# Available data
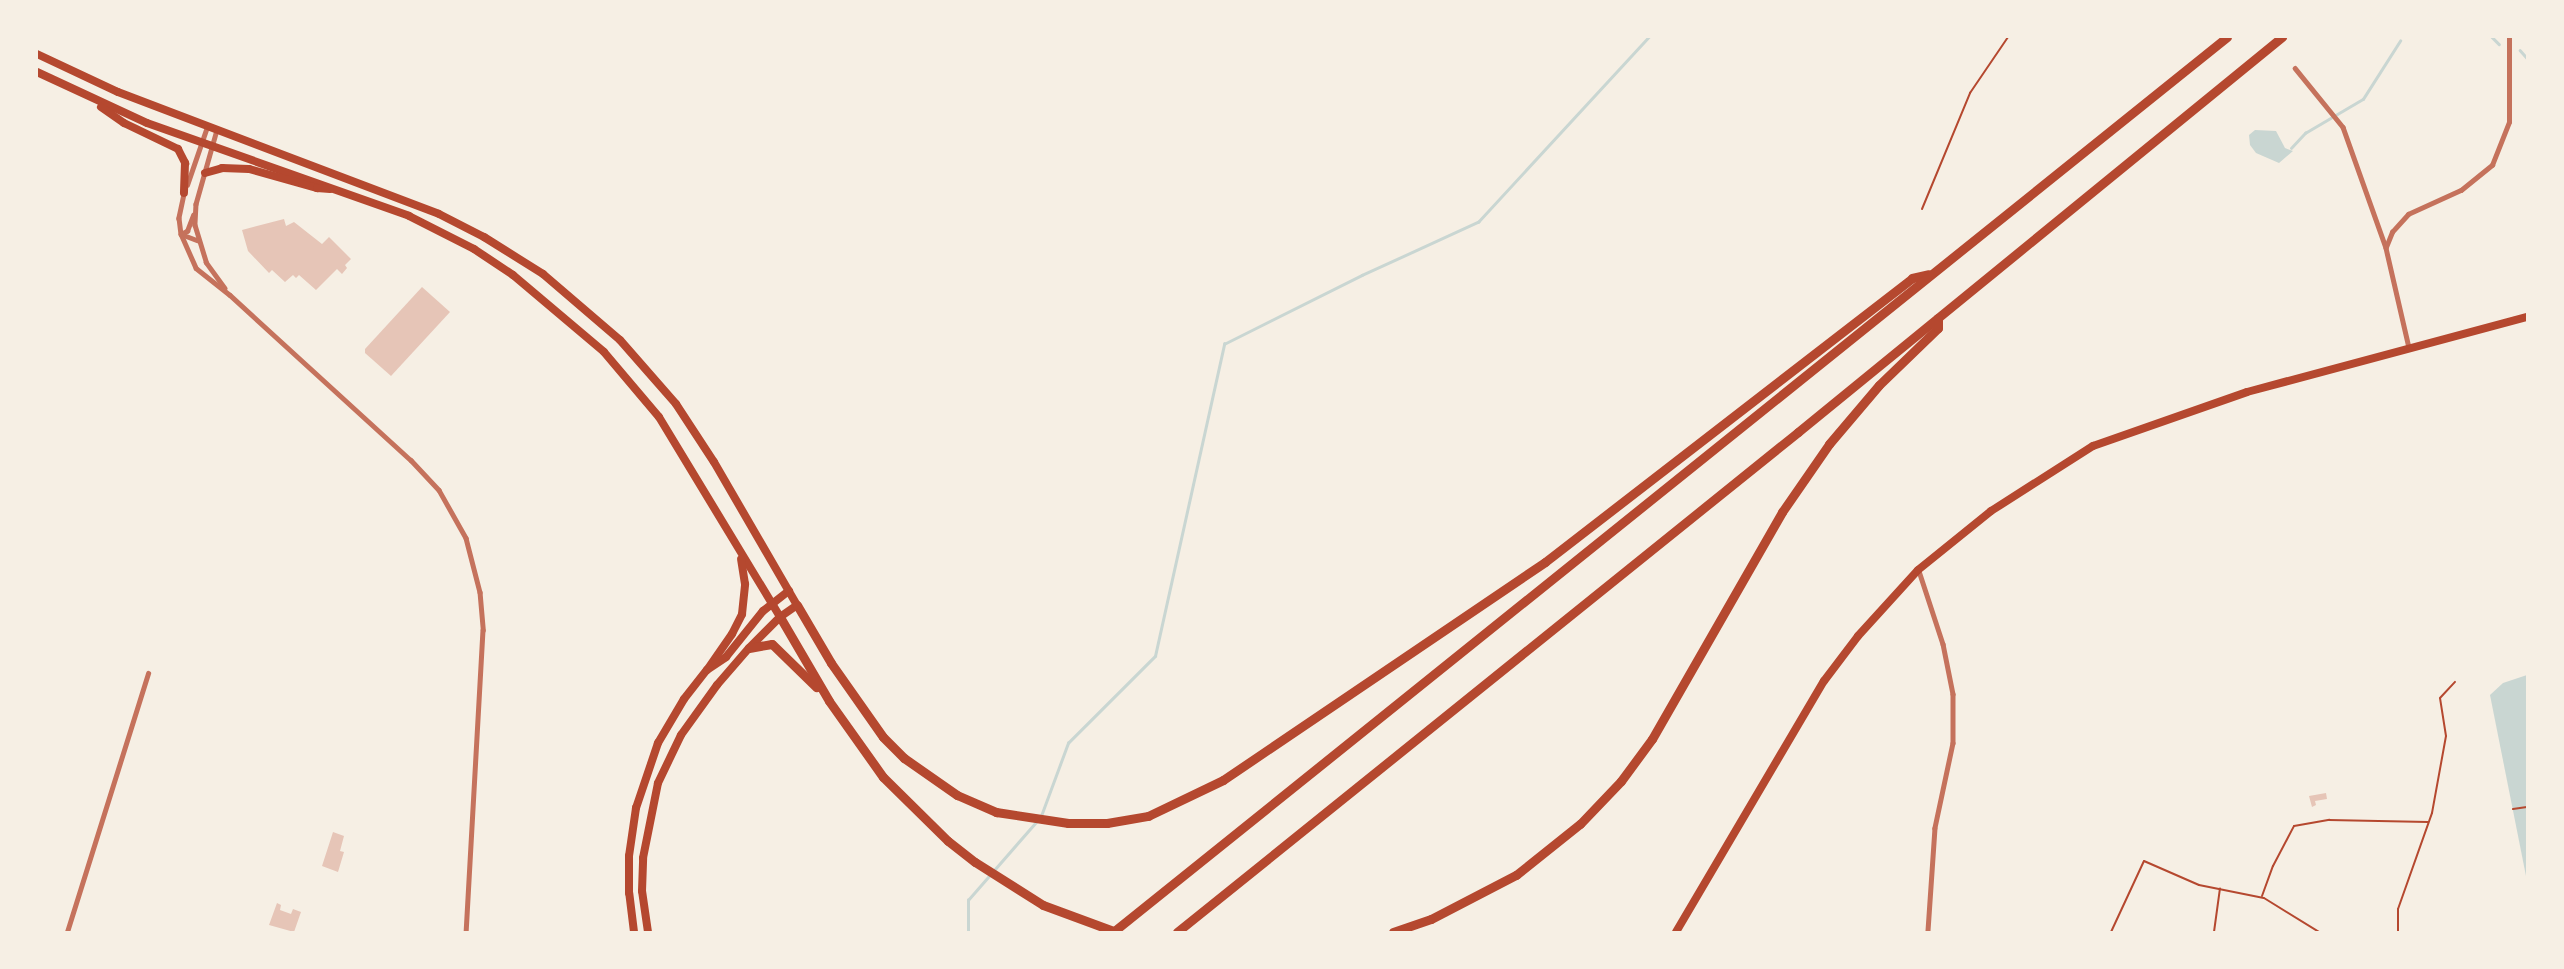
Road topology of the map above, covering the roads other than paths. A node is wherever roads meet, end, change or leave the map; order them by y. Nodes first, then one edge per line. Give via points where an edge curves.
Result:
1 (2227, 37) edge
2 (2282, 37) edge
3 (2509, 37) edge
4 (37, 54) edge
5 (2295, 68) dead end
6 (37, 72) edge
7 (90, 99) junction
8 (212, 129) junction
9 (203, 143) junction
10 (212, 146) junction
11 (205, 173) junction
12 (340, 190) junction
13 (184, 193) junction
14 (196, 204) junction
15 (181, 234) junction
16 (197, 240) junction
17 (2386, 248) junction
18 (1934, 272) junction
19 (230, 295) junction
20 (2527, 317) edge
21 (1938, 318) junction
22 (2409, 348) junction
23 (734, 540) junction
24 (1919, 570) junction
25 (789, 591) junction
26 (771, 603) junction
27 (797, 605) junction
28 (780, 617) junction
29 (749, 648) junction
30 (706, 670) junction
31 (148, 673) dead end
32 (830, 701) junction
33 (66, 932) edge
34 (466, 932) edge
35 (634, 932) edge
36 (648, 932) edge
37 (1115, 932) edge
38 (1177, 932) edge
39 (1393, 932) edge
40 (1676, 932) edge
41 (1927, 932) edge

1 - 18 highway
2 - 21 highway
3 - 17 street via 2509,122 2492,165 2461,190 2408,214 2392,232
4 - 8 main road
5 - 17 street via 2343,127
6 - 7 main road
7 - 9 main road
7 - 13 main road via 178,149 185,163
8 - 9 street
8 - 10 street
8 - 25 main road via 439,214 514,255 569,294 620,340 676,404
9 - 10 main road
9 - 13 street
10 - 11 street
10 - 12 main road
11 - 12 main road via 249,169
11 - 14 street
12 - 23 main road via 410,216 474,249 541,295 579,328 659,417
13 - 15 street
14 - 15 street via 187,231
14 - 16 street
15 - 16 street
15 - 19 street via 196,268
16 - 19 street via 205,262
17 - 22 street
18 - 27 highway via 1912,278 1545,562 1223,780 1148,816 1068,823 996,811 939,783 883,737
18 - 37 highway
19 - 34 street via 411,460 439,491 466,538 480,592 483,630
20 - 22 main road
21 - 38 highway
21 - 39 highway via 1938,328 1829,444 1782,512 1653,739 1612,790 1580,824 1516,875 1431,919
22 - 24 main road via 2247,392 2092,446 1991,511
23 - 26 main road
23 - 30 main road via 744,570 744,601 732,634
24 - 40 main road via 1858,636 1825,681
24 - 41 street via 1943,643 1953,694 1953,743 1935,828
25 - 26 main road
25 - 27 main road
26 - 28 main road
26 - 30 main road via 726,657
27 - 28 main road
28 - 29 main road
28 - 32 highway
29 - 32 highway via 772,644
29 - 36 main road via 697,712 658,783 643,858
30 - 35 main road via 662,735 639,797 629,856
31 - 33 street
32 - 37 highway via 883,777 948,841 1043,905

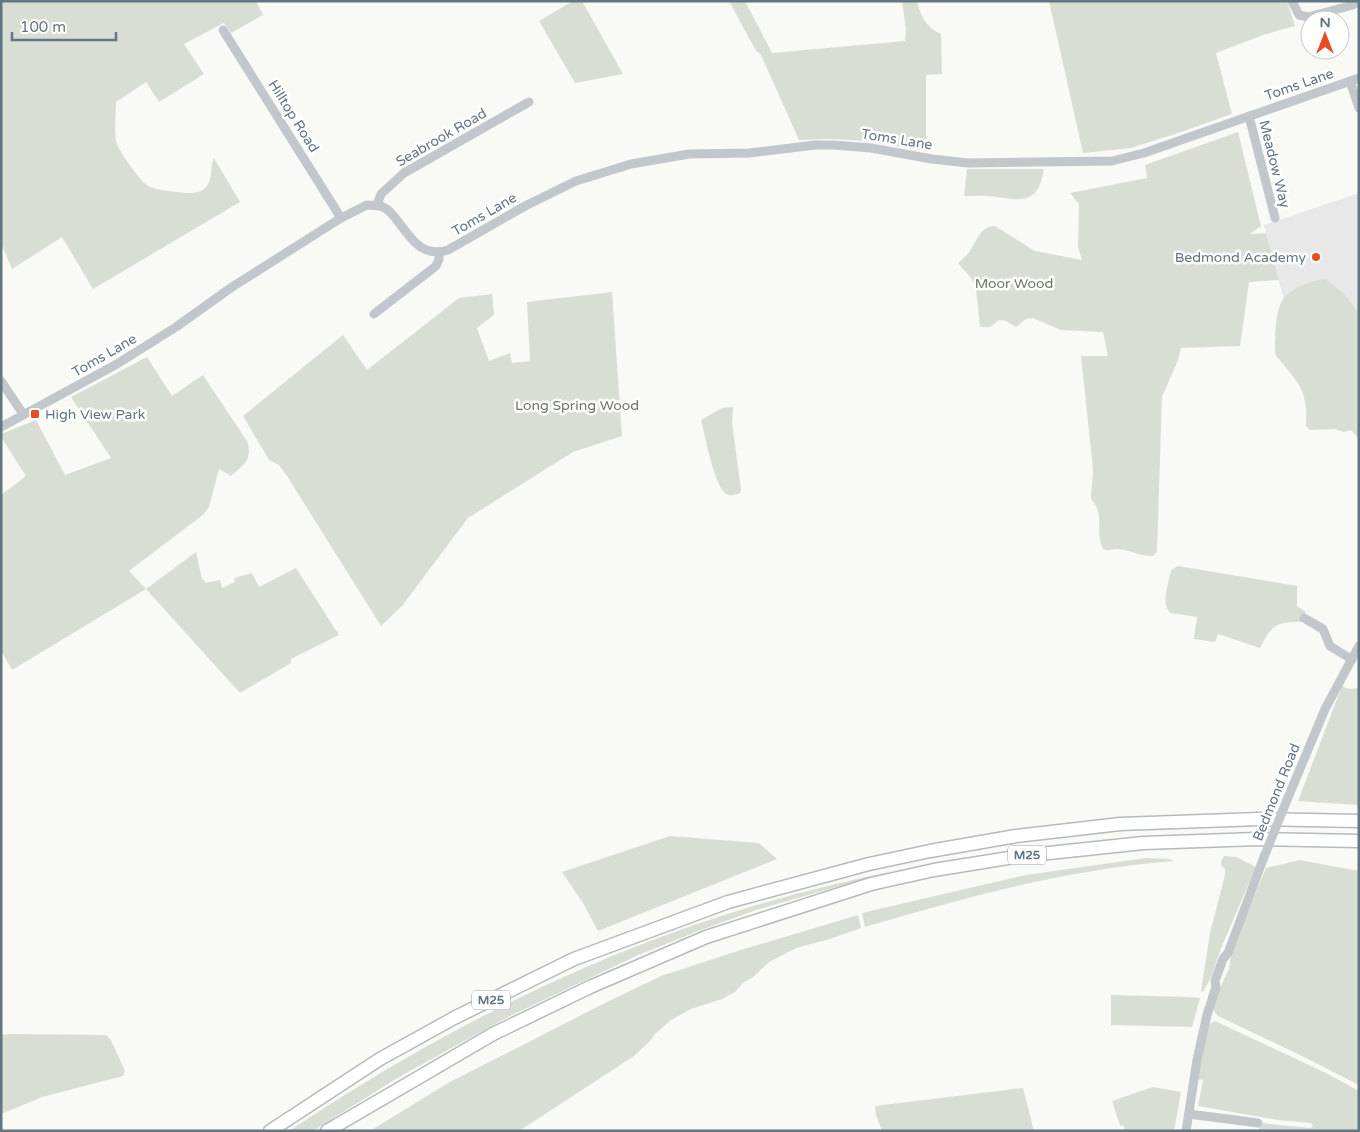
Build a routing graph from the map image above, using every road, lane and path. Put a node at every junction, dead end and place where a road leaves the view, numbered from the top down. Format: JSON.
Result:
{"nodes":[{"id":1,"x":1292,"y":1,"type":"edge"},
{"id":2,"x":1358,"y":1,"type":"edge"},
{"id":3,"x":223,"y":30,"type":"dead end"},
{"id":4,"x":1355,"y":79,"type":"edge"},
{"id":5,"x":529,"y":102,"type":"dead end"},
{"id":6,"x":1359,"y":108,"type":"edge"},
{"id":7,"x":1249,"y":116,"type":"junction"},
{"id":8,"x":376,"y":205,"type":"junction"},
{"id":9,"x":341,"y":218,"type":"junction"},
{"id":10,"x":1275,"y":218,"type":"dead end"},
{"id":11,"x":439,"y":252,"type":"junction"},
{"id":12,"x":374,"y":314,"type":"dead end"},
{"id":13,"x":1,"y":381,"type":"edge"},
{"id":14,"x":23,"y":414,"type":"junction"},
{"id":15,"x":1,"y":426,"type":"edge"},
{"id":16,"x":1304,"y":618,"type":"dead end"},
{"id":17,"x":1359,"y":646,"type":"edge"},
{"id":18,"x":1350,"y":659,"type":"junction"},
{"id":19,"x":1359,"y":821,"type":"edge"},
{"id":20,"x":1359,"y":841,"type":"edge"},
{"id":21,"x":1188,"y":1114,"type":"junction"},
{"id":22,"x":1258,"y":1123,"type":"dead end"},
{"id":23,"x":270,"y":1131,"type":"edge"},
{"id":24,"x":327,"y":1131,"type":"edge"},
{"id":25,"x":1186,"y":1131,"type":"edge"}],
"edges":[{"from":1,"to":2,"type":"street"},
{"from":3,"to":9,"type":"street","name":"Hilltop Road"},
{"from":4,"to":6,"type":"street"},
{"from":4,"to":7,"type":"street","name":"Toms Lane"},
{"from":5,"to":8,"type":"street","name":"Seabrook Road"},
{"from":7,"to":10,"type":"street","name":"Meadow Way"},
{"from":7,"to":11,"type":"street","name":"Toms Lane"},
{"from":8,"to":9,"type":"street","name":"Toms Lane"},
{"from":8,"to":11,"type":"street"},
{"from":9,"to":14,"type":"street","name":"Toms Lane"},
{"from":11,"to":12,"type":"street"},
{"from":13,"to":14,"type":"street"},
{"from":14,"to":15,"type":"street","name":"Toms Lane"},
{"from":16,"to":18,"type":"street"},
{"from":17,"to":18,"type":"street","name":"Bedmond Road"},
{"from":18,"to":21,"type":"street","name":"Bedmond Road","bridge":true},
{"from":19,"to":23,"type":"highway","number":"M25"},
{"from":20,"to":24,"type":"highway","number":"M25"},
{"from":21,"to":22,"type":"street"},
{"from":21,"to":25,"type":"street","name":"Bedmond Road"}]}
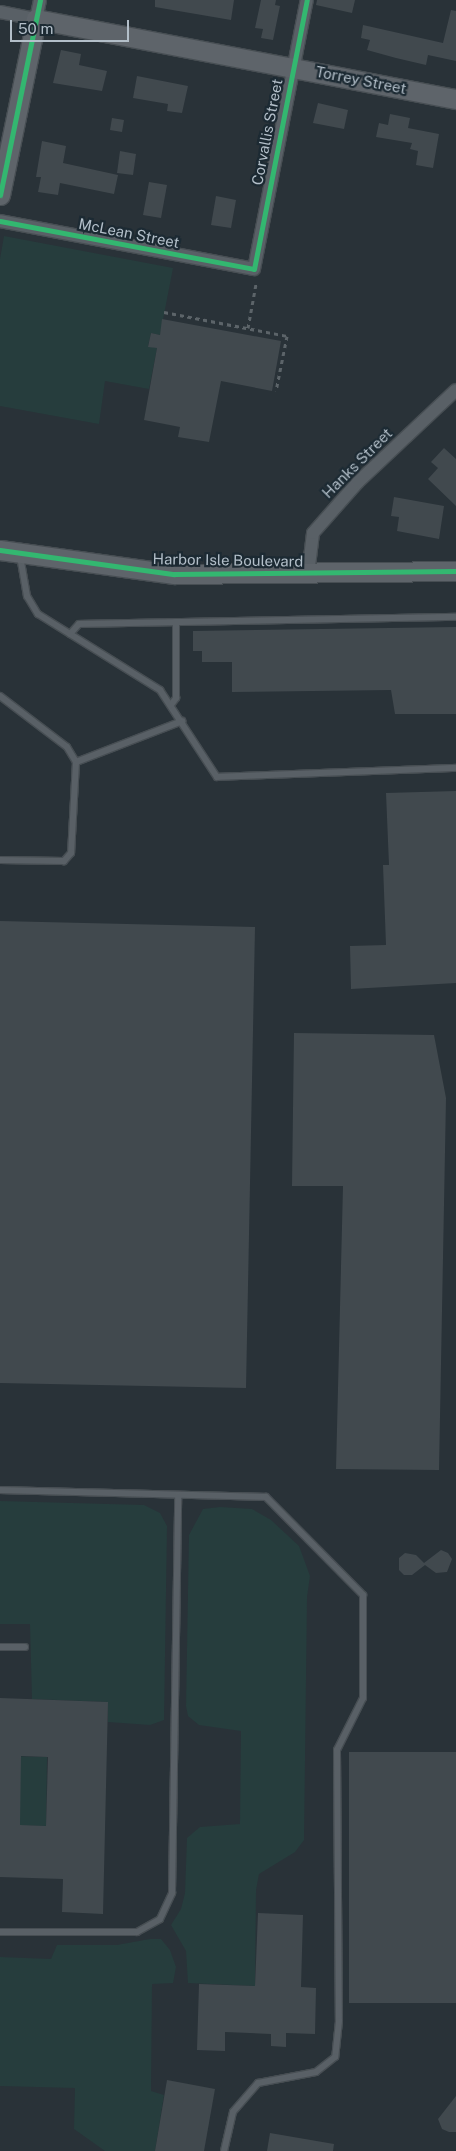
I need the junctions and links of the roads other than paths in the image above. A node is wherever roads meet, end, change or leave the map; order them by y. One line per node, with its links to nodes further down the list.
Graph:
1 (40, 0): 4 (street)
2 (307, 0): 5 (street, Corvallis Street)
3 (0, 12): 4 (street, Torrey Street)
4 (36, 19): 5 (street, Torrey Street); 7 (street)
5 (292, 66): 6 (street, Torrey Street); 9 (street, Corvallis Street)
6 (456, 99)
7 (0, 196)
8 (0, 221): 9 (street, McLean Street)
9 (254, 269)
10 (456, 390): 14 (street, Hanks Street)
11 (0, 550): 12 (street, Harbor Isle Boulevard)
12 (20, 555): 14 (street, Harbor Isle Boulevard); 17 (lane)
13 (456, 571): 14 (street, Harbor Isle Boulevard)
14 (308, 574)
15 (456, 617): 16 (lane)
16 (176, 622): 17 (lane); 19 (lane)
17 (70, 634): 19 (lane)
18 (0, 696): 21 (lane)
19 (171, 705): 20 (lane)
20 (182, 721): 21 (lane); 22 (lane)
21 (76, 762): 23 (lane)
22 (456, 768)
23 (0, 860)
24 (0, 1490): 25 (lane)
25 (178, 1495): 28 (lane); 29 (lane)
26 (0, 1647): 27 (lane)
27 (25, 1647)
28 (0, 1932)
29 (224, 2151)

# About this task
Write out each entry above once more, exactly as written, and drop the pictures.

# Result of this exercise
Road topology of the map above, covering the roads other than paths. A node is wherever roads meet, end, change or leave the map; order them by y. Nodes first, then one edge per line. Give via points where an edge curves.
Result:
1 (2227, 37) edge
2 (2282, 37) edge
3 (2509, 37) edge
4 (37, 54) edge
5 (2295, 68) dead end
6 (37, 72) edge
7 (90, 99) junction
8 (212, 129) junction
9 (203, 143) junction
10 (212, 146) junction
11 (205, 173) junction
12 (340, 190) junction
13 (184, 193) junction
14 (196, 204) junction
15 (181, 234) junction
16 (197, 240) junction
17 (2386, 248) junction
18 (1934, 272) junction
19 (230, 295) junction
20 (2527, 317) edge
21 (1938, 318) junction
22 (2409, 348) junction
23 (734, 540) junction
24 (1919, 570) junction
25 (789, 591) junction
26 (771, 603) junction
27 (797, 605) junction
28 (780, 617) junction
29 (749, 648) junction
30 (706, 670) junction
31 (148, 673) dead end
32 (830, 701) junction
33 (66, 932) edge
34 (466, 932) edge
35 (634, 932) edge
36 (648, 932) edge
37 (1115, 932) edge
38 (1177, 932) edge
39 (1393, 932) edge
40 (1676, 932) edge
41 (1927, 932) edge

1 - 18 highway
2 - 21 highway
3 - 17 street via 2509,122 2492,165 2461,190 2408,214 2392,232
4 - 8 main road
5 - 17 street via 2343,127
6 - 7 main road
7 - 9 main road
7 - 13 main road via 178,149 185,163
8 - 9 street
8 - 10 street
8 - 25 main road via 439,214 514,255 569,294 620,340 676,404
9 - 10 main road
9 - 13 street
10 - 11 street
10 - 12 main road
11 - 12 main road via 249,169
11 - 14 street
12 - 23 main road via 410,216 474,249 541,295 579,328 659,417
13 - 15 street
14 - 15 street via 187,231
14 - 16 street
15 - 16 street
15 - 19 street via 196,268
16 - 19 street via 205,262
17 - 22 street
18 - 27 highway via 1912,278 1545,562 1223,780 1148,816 1068,823 996,811 939,783 883,737
18 - 37 highway
19 - 34 street via 411,460 439,491 466,538 480,592 483,630
20 - 22 main road
21 - 38 highway
21 - 39 highway via 1938,328 1829,444 1782,512 1653,739 1612,790 1580,824 1516,875 1431,919
22 - 24 main road via 2247,392 2092,446 1991,511
23 - 26 main road
23 - 30 main road via 744,570 744,601 732,634
24 - 40 main road via 1858,636 1825,681
24 - 41 street via 1943,643 1953,694 1953,743 1935,828
25 - 26 main road
25 - 27 main road
26 - 28 main road
26 - 30 main road via 726,657
27 - 28 main road
28 - 29 main road
28 - 32 highway
29 - 32 highway via 772,644
29 - 36 main road via 697,712 658,783 643,858
30 - 35 main road via 662,735 639,797 629,856
31 - 33 street
32 - 37 highway via 883,777 948,841 1043,905

Build a routing graph from the map image above, using every road, lane and path. Put a node at every junction, dead end and place where a road leaves the view, numbered from the top down. Format: JSON.
Result:
{"nodes":[{"id":1,"x":1292,"y":1,"type":"edge"},
{"id":2,"x":1358,"y":1,"type":"edge"},
{"id":3,"x":223,"y":30,"type":"dead end"},
{"id":4,"x":1355,"y":79,"type":"edge"},
{"id":5,"x":529,"y":102,"type":"dead end"},
{"id":6,"x":1359,"y":108,"type":"edge"},
{"id":7,"x":1249,"y":116,"type":"junction"},
{"id":8,"x":376,"y":205,"type":"junction"},
{"id":9,"x":341,"y":218,"type":"junction"},
{"id":10,"x":1275,"y":218,"type":"dead end"},
{"id":11,"x":439,"y":252,"type":"junction"},
{"id":12,"x":374,"y":314,"type":"dead end"},
{"id":13,"x":1,"y":381,"type":"edge"},
{"id":14,"x":23,"y":414,"type":"junction"},
{"id":15,"x":1,"y":426,"type":"edge"},
{"id":16,"x":1304,"y":618,"type":"dead end"},
{"id":17,"x":1359,"y":646,"type":"edge"},
{"id":18,"x":1350,"y":659,"type":"junction"},
{"id":19,"x":1359,"y":821,"type":"edge"},
{"id":20,"x":1359,"y":841,"type":"edge"},
{"id":21,"x":1188,"y":1114,"type":"junction"},
{"id":22,"x":1258,"y":1123,"type":"dead end"},
{"id":23,"x":270,"y":1131,"type":"edge"},
{"id":24,"x":327,"y":1131,"type":"edge"},
{"id":25,"x":1186,"y":1131,"type":"edge"}],
"edges":[{"from":1,"to":2,"type":"street"},
{"from":3,"to":9,"type":"street","name":"Hilltop Road"},
{"from":4,"to":6,"type":"street"},
{"from":4,"to":7,"type":"street","name":"Toms Lane"},
{"from":5,"to":8,"type":"street","name":"Seabrook Road"},
{"from":7,"to":10,"type":"street","name":"Meadow Way"},
{"from":7,"to":11,"type":"street","name":"Toms Lane"},
{"from":8,"to":9,"type":"street","name":"Toms Lane"},
{"from":8,"to":11,"type":"street"},
{"from":9,"to":14,"type":"street","name":"Toms Lane"},
{"from":11,"to":12,"type":"street"},
{"from":13,"to":14,"type":"street"},
{"from":14,"to":15,"type":"street","name":"Toms Lane"},
{"from":16,"to":18,"type":"street"},
{"from":17,"to":18,"type":"street","name":"Bedmond Road"},
{"from":18,"to":21,"type":"street","name":"Bedmond Road","bridge":true},
{"from":19,"to":23,"type":"highway","number":"M25"},
{"from":20,"to":24,"type":"highway","number":"M25"},
{"from":21,"to":22,"type":"street"},
{"from":21,"to":25,"type":"street","name":"Bedmond Road"}]}
I need the junctions and links of the roads other than paths in the image above. A node is wherever roads meet, end, change or leave the map; order them by y. One line per node, with its links to nodes further down the list.
Graph:
1 (40, 0): 4 (street)
2 (307, 0): 5 (street, Corvallis Street)
3 (0, 12): 4 (street, Torrey Street)
4 (36, 19): 5 (street, Torrey Street); 7 (street)
5 (292, 66): 6 (street, Torrey Street); 9 (street, Corvallis Street)
6 (456, 99)
7 (0, 196)
8 (0, 221): 9 (street, McLean Street)
9 (254, 269)
10 (456, 390): 14 (street, Hanks Street)
11 (0, 550): 12 (street, Harbor Isle Boulevard)
12 (20, 555): 14 (street, Harbor Isle Boulevard); 17 (lane)
13 (456, 571): 14 (street, Harbor Isle Boulevard)
14 (308, 574)
15 (456, 617): 16 (lane)
16 (176, 622): 17 (lane); 19 (lane)
17 (70, 634): 19 (lane)
18 (0, 696): 21 (lane)
19 (171, 705): 20 (lane)
20 (182, 721): 21 (lane); 22 (lane)
21 (76, 762): 23 (lane)
22 (456, 768)
23 (0, 860)
24 (0, 1490): 25 (lane)
25 (178, 1495): 28 (lane); 29 (lane)
26 (0, 1647): 27 (lane)
27 (25, 1647)
28 (0, 1932)
29 (224, 2151)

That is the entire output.